By Phurbu Thinley
Dharamsala, Feb 1: Envoys of His Holiness the Dalai Lama said Tuesday that the only means to resolve the issue of Tibet was through dialogue with the exiled Tibetan leader.
Special Envoy Kasur Lodi Gyari (L) and Envoy Kelsang Gyaltsen at a press briefing on the 9th round of Tibet talks in Dharamsala, India, Tuesday, February 2, 2010 (Photo: Phayul)
In a statement
issued here today, the two envoys said they had urged China in talks last week to stop labelling the exiled Tibetan leader a separatist, and to engage with him on resolving Tibet's future.
"We called upon the Chinese side to stop these baseless accusations against His Holiness and labelling him a separatist," the statement said.
"Instead, we urged the Chinese leadership to work with him to find a mutually acceptable solution to the Tibetan problem based on the memorandum," it added.
“His Holiness the Dalai Lama speaks on behalf of the Tibetan people, with whom he has a deep and historical relationship and one based on full trust.
"It cannot be disputed that His Holiness legitimately represents the Tibetan people, and he is certainly viewed as their true representative and spokesperson by them.
"It is indeed only by means of dialogue with the Dalai Lama that the Tibetan issue can be resolved.

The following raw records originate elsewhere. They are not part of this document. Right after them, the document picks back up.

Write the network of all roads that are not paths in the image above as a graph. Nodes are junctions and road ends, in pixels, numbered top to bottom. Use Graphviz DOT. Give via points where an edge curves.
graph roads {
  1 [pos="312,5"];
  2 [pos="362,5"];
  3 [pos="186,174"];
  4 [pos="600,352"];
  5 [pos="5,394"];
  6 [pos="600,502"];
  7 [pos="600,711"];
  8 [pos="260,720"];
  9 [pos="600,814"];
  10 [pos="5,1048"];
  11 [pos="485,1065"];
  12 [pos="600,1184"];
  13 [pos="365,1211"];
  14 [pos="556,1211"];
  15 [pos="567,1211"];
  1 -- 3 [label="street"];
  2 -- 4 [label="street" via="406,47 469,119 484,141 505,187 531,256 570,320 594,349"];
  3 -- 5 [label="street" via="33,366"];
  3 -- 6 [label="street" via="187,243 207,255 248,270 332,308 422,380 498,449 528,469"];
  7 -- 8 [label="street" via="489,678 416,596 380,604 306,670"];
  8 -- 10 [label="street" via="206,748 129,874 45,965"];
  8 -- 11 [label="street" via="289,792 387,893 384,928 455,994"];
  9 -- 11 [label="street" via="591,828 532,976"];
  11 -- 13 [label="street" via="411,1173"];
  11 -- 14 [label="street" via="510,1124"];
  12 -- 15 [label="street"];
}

The recognition of this reality is important," the envoys said in the statement.
Special Envoy Lodi G. Gyari, however, said he was “disappointed” by the “attitude and rigidity in the behaviour” of the Chinese leadership in their willingness to tackle Tibet issue, indicating that the talks that resumed last week after a break of 15 months had apparently failed to make much headway.

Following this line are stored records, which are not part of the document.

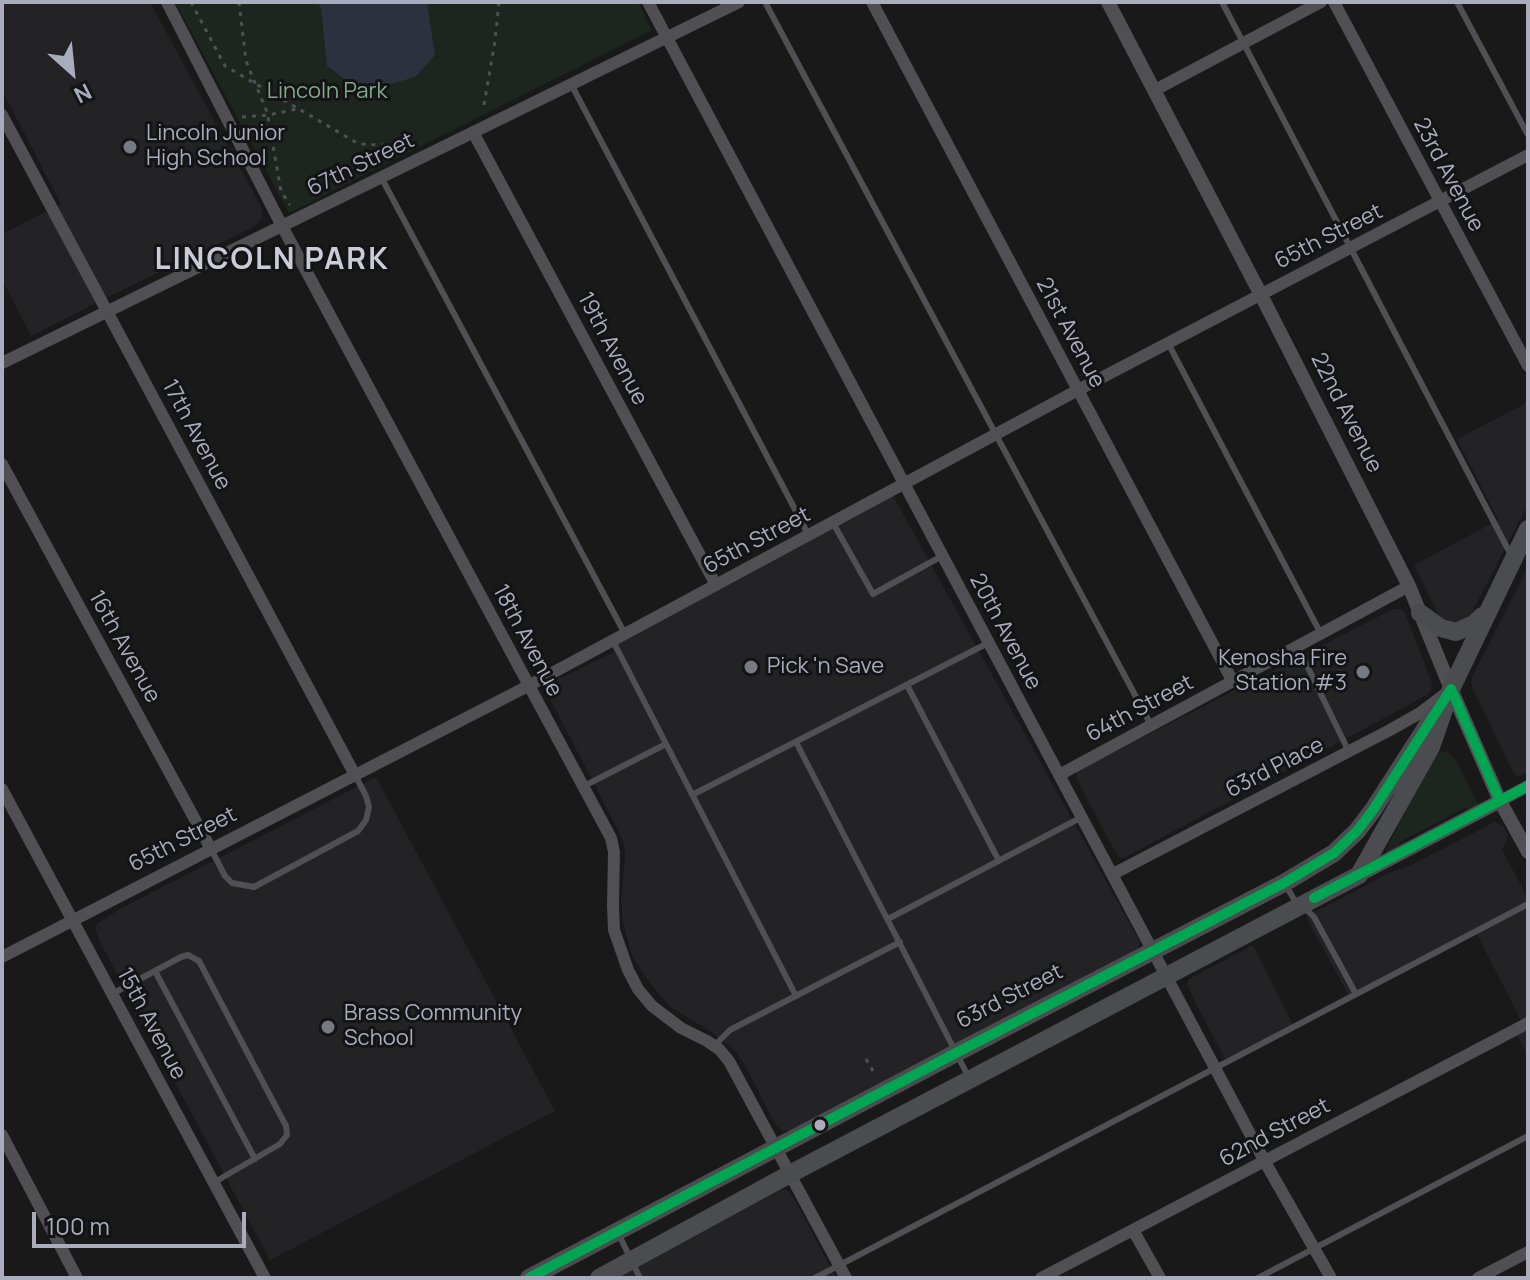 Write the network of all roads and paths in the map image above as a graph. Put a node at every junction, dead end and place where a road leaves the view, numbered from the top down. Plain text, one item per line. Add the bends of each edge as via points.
1 (167, 2) edge
2 (191, 2) edge
3 (239, 2) edge
4 (499, 2) edge
5 (648, 2) edge
6 (739, 2) edge
7 (765, 2) edge
8 (872, 2) edge
9 (1108, 2) edge
10 (1222, 2) edge
11 (1321, 2) edge
12 (1334, 2) edge
13 (1457, 2) edge
14 (667, 37) junction
15 (1244, 43) junction
16 (254, 84) junction
17 (571, 84) junction
18 (1155, 90) junction
19 (484, 105) dead end
20 (297, 109) junction
21 (2, 115) edge
22 (268, 115) junction
23 (229, 122) junction
24 (473, 132) junction
25 (1528, 135) edge
26 (399, 146) dead end
27 (1528, 155) edge
28 (381, 177) junction
29 (1440, 202) junction
30 (290, 205) dead end
31 (282, 226) junction
32 (1350, 248) junction
33 (1261, 295) junction
34 (108, 311) junction
35 (1168, 343) junction
36 (2, 363) edge
37 (1528, 366) edge
38 (1078, 390) junction
39 (996, 435) junction
40 (2, 464) edge
41 (905, 485) junction
42 (833, 523) junction
43 (1528, 529) edge
44 (809, 536) junction
45 (943, 556) junction
46 (1513, 558) junction
47 (716, 585) junction
48 (1409, 586) junction
49 (1489, 608) junction
50 (1420, 613) junction
51 (625, 634) junction
52 (1321, 634) junction
53 (613, 641) junction
54 (989, 643) junction
55 (1298, 647) junction
56 (1233, 682) junction
57 (907, 685) junction
58 (528, 686) junction
59 (1451, 689) junction
60 (1151, 725) junction
61 (796, 742) junction
62 (666, 744) junction
63 (1349, 752) junction
64 (355, 775) junction
65 (1059, 775) junction
66 (1528, 786) edge
67 (583, 787) junction
68 (2, 789) edge
69 (692, 795) junction
70 (1500, 801) junction
71 (1082, 817) junction
72 (211, 849) junction
73 (1528, 852) edge
74 (999, 861) junction
75 (1113, 874) junction
76 (1359, 875) junction
77 (1284, 883) junction
78 (1528, 904) edge
79 (1298, 906) junction
80 (888, 919) junction
81 (72, 920) junction
82 (900, 942) junction
83 (1153, 951) junction
84 (2, 957) edge
85 (155, 971) junction
86 (1167, 975) junction
87 (112, 994) junction
88 (1356, 994) junction
89 (796, 996) junction
90 (1528, 1023) edge
91 (714, 1046) junction
92 (956, 1053) junction
93 (866, 1059) dead end
94 (1216, 1068) junction
95 (878, 1079) dead end
96 (970, 1080) junction
97 (2, 1135) edge
98 (1528, 1136) edge
99 (776, 1147) junction
100 (255, 1159) junction
101 (1265, 1162) junction
102 (790, 1174) junction
103 (213, 1183) junction
104 (1133, 1230) junction
105 (617, 1232) junction
106 (1314, 1248) junction
107 (1528, 1252) edge
108 (631, 1261) junction
109 (839, 1265) junction
110 (77, 1278) edge
111 (265, 1278) edge
112 (529, 1278) edge
113 (599, 1278) edge
114 (640, 1278) edge
115 (815, 1278) edge
116 (846, 1278) edge
117 (1041, 1278) edge
118 (1160, 1278) edge
119 (1258, 1278) edge
120 (1331, 1278) edge
121 (1478, 1278) edge

1 - 23 street, 18th Avenue
2 - 16 path via 225,66
3 - 16 path
4 - 19 path
5 - 14 street, 20th Avenue
6 - 14 street, 67th Street
7 - 39 lane
8 - 38 street, 21st Avenue
9 - 18 street, 22nd Avenue
10 - 15 lane
11 - 15 street
12 - 29 street, 23rd Avenue
13 - 25 lane
14 - 17 street, 67th Street
14 - 41 street, 20th Avenue
15 - 18 street
15 - 32 lane
16 - 20 path
16 - 22 path
17 - 24 street, 67th Street
17 - 44 lane
18 - 33 street, 22nd Avenue
20 - 22 path
20 - 26 path via 359,144
21 - 34 street, 17th Avenue
22 - 23 path
22 - 30 path via 281,191
23 - 31 street, 18th Avenue
24 - 28 street, 67th Street
24 - 47 street, 19th Avenue
27 - 29 street, 65th Street
28 - 31 street, 67th Street
28 - 51 lane
29 - 32 street, 65th Street
29 - 37 street, 23rd Avenue
31 - 34 street, 67th Street
31 - 58 street, 18th Avenue
32 - 33 street, 65th Street
32 - 46 lane
33 - 35 street, 65th Street
33 - 48 street, 22nd Avenue
34 - 36 street, 67th Street
34 - 64 street, 17th Avenue
35 - 38 street, 65th Street
35 - 52 lane
38 - 39 street, 65th Street
38 - 56 street, 21st Avenue
39 - 41 street, 65th Street
39 - 60 lane
40 - 72 street, 16th Avenue
41 - 42 street, 65th Street
41 - 45 street, 20th Avenue
42 - 44 street, 65th Street
42 - 45 lane via 873,594
43 - 46 main road
44 - 47 street, 65th Street
45 - 54 street, 20th Avenue
46 - 49 main road
47 - 51 street, 65th Street
48 - 50 street, 22nd Avenue
48 - 52 street, 64th Street
49 - 50 main road via 1474,624 1456,632
49 - 59 main road
50 - 59 street, 22nd Avenue
51 - 53 street, 65th Street
52 - 55 street, 64th Street
53 - 58 street, 65th Street
53 - 62 lane
54 - 57 lane
54 - 65 street, 20th Avenue
55 - 56 street, 64th Street
55 - 63 lane
56 - 60 street, 64th Street
57 - 61 lane
57 - 74 lane
58 - 64 street, 65th Street
58 - 67 street, 18th Avenue
59 - 63 street, 63rd Place via 1420,713
59 - 70 street, 22nd Avenue
59 - 76 main road via 1431,747
59 - 77 main road, 63rd Street via 1357,831 1334,853
60 - 65 street, 64th Street
61 - 69 lane
61 - 80 lane
62 - 67 lane
62 - 69 lane
63 - 75 street, 63rd Place
64 - 72 street, 65th Street
64 - 72 lane via 369,807 358,831 254,887 232,883
65 - 71 street, 20th Avenue
66 - 70 street
67 - 91 street, 18th Avenue via 611,838 614,930 628,970 652,1006
68 - 81 street, 15th Avenue
69 - 89 lane
70 - 73 street, 22nd Avenue
70 - 76 street
71 - 74 lane
71 - 75 street, 20th Avenue
72 - 81 street, 65th Street
74 - 80 lane
75 - 83 street, 20th Avenue
76 - 79 main road
77 - 79 lane
77 - 83 main road, 63rd Street
78 - 88 lane
79 - 86 main road
79 - 88 lane via 1314,917
80 - 82 lane
81 - 84 street, 65th Street
81 - 87 street, 15th Avenue
82 - 89 lane
82 - 92 lane
83 - 86 street, 20th Avenue
83 - 92 main road, 63rd Street
85 - 87 lane
85 - 100 lane
85 - 100 lane via 188,955 199,961 286,1126 280,1144
86 - 94 street, 20th Avenue
86 - 96 main road
87 - 103 street, 15th Avenue
88 - 94 lane
89 - 91 lane via 730,1030
90 - 101 street, 62nd Street
91 - 99 street, 18th Avenue via 729,1061
92 - 96 lane
92 - 99 main road, 63rd Street
93 - 95 path
94 - 101 street, 20th Avenue
94 - 109 lane
96 - 102 main road
97 - 110 street
98 - 106 lane
99 - 102 street, 18th Avenue
99 - 105 main road, 63rd Street
100 - 103 lane
101 - 104 street, 62nd Street
101 - 106 street, 20th Avenue
102 - 108 main road
102 - 109 street, 18th Avenue
103 - 111 street, 15th Avenue
104 - 117 street, 62nd Street
104 - 118 street
105 - 108 lane
105 - 112 main road, 63rd Street
106 - 119 lane
106 - 120 street, 20th Avenue
107 - 121 street
108 - 113 main road
108 - 114 lane
109 - 115 lane
109 - 116 street, 18th Avenue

In the statement, the envoys maintained that a major difference between the two sides was the “conflicting perspectives” on the current situation inside Tibet.
“So, in order to have a common understanding of the real situation, we suggested a common effort to study the actual reality on the ground, in the spirit of seeking truth from facts,” the statement said.
“This will help both sides to move beyond each others' contentions," it added.
China on Tuesday said it "dismissed the Dalai Lama's claim as being "legal representative of Tibetans". It also said the "private representatives" of the Dalai Lama had "no legal status" to discuss the affairs about Tibet.
The envoys said they had made it clear to China that the Dalai Lama had no personal demands to make and was solely concerned with the rights and welfare of the Tibetan people.
"The fundamental issue that needs to be resolved is the faithful implementation of genuine autonomy that will enable the Tibetan people to govern themselves in accordance with their own genius and needs," their statement said.
“Since His Holiness the Dalai Lama has consistently made his position clear on the future of Tibet within the framework of the People’s Republic of China, given political will on the Chinese leadership’s side we do not see any reason why we cannot find a common ground on these issues,” it said.
China on Monday said
that the door for contacts and talks remained open, but no concessions would be made on issues concerning China’s control of Tibet.
Du Qinglin, the head of the Chinese government representatives for the talks, said that the so-called "Greater Tibet" and "high-level autonomy" violated China's Constitution and only “if the Dalai lama completely abandoned such claims, could there be a foundation for contacts and talks”, according to a Chinese state media report.
Reacting to the Chinese counterpart’s remarks, Mr Gyari said, there was “no such thing” as “Smaller Tibet and Greater Tibet” from the Tibetan viewpoint. “Our belief is that all Tibetan areas must be under a uniform policy and a single administration,” he said.
He, however, said both sides had agreed during the talks on the importance of carrying forward the dialogue process.
“So our commitment to dialogue remains very firm irrespective of Chinese attitude,” Mr Gyari said.
“During the talks, they (Chinese counterparts) also conveyed to us repeatedly about the importance of continuing the dialogue process," Gyari said.
“But this process of dialogue to be able to continue, we told them there should be some tangible progress,” he added.
The Tibetan envoys said they also submitted a “Note” relating to the “Memorandum on Genuine Autonomy for the Tibetan People
" to the Chinese government representatives. They said the note contained “seven points" to address the fundamental issues raised by the Chinese leadership during the last round of talks and some constructive suggestions for a way forward in the dialogue process.